2005/042

Rapport

Verzoekster had eerder een klacht ingediend bij de vreemdelingendienst over de lange behandelingsduur van het verzoek om advies inzake de afgifte van een mvv. Deze klacht werd gegrond verklaard. Omdat de beslissing op de mvv-aanvraag te lang op zich liet wachten, kon de partner van verzoekster eerst ná 1 januari 2003 Nederland inreizen en een verblijfsvergunning vragen. Per 1 januari 2003 waren de legeskosten voor een dergelijke aanvraag aanzienlijk (van € 258 naar € 430) verhoogd. Verzoekster diende hierover een klacht in bij de vreemdelingendienst en verzocht om terugbetaling van de legeskosten. Onder verwijzing naar het Vreemdelingen Voorschrift weigerde de vreemdelingendienst dit.

Verzoekster klaagt erover dat de vreemdelingendienst het verzoek om terugbetaling van het verschil in legeskosten heeft afgewezen.

De Nationale ombudsman overwoog dat verzoekster inderdaad niet viel onder één van de uitzonderingen genoemd in het Voorschrift Vreemdelingen en dat er dan ook geen wettelijke verplichting bestond tot teruggave van het verschil in legeskosten. Wel was er sprake van een situatie waarin verzoekster ná haar gegronde klacht naar aanleiding van het trage handelen van de vreemdelingendienst nadelige (financiële) gevolgen van dat trage handelen had ondervonden, terwijl diezelfde dienst in een daaropvolgende klachtprocedure over die nadelige gevolgen de eerdere, door hem zelf gegrond geachte, klacht niet ten faveure van verzoekster liet meewegen in zijn beoordeling.

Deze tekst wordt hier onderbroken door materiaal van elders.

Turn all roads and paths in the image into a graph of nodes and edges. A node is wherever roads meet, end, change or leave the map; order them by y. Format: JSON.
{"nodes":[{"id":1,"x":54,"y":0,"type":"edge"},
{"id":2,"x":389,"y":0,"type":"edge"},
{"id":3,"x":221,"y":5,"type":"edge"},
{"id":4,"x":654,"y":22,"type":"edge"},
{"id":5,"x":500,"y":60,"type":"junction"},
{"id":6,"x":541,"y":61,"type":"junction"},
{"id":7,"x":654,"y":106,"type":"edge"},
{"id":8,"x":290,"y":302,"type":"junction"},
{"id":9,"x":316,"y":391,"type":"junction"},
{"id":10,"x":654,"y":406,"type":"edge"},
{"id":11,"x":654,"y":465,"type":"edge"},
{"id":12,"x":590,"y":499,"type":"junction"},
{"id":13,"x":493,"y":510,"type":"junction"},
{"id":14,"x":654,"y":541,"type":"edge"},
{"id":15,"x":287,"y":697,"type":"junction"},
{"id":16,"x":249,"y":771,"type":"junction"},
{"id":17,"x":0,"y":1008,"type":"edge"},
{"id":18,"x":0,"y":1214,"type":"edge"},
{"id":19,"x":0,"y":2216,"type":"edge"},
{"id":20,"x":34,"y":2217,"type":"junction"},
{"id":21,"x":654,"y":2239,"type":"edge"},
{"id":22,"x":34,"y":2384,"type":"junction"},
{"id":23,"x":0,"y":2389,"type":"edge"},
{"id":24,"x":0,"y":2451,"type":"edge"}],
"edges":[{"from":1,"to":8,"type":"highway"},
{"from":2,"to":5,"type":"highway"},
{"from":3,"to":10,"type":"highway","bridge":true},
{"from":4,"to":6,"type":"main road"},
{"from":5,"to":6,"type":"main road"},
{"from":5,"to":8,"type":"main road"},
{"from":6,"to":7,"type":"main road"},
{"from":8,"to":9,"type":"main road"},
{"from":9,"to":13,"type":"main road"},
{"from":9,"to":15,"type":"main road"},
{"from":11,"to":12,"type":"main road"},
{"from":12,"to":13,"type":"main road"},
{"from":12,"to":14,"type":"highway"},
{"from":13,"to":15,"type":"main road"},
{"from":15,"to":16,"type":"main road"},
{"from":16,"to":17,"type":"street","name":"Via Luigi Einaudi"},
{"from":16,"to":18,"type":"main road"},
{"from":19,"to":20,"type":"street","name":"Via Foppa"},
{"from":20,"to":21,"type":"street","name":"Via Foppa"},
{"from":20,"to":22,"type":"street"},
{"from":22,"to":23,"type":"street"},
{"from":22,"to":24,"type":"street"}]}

Gelet hierop is de Nationale ombudsman van oordeel dat de vreemdelingendienst niet kon volstaan met afwijzing van het verzoek om het verschil in legeskosten terug te betalen om de reden dat de wet niet voorziet in de mogelijkheid het lage legestarief in rekening te brengen. De gang van zaken had voor de vreemdelingendienst aanleiding moeten zijn om verzoekster op andere wijze te compenseren.

De vreemdelingendienst heeft dit nagelaten en heeft daarmee het redelijkheidsvereiste geschonden.

De Nationale ombudsman oordeelde dat de onderzochte gedraging niet behoorlijk was.

De Nationale ombudsman gaf de minister voor Vreemdelingenzaken en Integratie in overweging om verzoekster in haar verzoek om compensatie van de door haar partner gemaakte legeskosten voor de aanvraag om een verblijfsvergunning, voorzover die ná 1 januari 2003 zijn verhoogd, geheel of gedeeltelijk tegemoet te komen.

Instantie: Vreemdelingendienst van regiopolitie Haaglanden

Klacht:

Door lange duur van behandeling advies inzake verlening verblijfsvergunning een te hoog bedrag aan leges in rekening gebracht bij verzoeksters partner en verzoek om terugbetaling van het verschil afgewezen.